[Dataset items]
----

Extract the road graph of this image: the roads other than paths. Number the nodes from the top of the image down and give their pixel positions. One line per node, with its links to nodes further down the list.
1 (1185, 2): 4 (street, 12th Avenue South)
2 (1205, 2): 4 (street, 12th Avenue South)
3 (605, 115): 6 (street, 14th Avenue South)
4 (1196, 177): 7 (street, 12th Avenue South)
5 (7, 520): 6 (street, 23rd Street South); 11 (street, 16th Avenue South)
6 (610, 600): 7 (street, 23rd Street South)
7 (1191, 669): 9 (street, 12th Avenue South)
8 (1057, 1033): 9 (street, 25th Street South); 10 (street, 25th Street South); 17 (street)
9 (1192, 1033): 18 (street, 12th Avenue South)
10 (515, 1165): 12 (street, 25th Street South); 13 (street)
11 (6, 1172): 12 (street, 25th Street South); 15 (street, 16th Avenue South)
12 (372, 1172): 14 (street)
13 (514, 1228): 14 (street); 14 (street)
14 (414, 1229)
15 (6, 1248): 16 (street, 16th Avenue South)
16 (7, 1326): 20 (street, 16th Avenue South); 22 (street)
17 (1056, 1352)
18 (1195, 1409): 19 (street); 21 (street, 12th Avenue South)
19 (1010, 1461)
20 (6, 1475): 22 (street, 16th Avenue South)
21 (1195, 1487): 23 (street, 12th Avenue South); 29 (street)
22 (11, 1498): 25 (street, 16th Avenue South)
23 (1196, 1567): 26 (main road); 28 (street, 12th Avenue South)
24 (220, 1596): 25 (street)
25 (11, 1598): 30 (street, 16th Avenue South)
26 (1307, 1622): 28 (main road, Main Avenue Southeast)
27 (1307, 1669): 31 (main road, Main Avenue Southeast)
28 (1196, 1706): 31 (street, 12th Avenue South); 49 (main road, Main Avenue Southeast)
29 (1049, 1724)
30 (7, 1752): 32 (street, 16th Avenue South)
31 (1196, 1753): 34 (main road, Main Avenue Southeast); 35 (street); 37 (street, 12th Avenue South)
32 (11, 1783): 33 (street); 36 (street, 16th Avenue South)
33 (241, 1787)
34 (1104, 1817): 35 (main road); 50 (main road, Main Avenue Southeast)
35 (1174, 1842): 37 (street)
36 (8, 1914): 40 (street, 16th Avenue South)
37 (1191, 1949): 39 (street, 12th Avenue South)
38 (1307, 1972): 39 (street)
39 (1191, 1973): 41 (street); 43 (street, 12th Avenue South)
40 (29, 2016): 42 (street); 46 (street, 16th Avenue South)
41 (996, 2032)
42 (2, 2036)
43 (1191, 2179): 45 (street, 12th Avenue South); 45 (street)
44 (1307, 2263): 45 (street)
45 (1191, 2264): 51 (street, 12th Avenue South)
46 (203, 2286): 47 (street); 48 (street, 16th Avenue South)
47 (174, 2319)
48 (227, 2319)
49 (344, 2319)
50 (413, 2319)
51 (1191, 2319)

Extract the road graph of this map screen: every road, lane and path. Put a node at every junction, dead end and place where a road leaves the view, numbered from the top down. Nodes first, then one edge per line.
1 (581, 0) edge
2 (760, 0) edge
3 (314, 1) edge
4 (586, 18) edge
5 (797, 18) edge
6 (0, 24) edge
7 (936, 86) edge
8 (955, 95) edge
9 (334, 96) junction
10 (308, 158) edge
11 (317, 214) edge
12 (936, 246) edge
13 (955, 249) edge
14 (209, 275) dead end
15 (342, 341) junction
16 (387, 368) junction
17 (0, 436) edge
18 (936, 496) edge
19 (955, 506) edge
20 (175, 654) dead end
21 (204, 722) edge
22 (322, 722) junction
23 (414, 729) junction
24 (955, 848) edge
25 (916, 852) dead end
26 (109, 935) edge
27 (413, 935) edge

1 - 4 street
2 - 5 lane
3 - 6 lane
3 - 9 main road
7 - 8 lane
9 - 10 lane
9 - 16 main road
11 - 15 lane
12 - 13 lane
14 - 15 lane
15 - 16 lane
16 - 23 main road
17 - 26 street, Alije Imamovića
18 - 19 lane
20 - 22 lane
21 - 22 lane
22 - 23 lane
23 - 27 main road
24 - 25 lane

----

▸ What is required: Report every line of the data above that contains the string "down" by copying it in full.

▸ Solution:
Extract the road graph of this image: the roads other than paths. Number the nodes from the top of the image down and give their pixel positions. One line per node, with its links to nodes further down the list.
Extract the road graph of this map screen: every road, lane and path. Put a node at every junction, dead end and place where a road leaves the view, numbered from the top down. Nodes first, then one edge per line.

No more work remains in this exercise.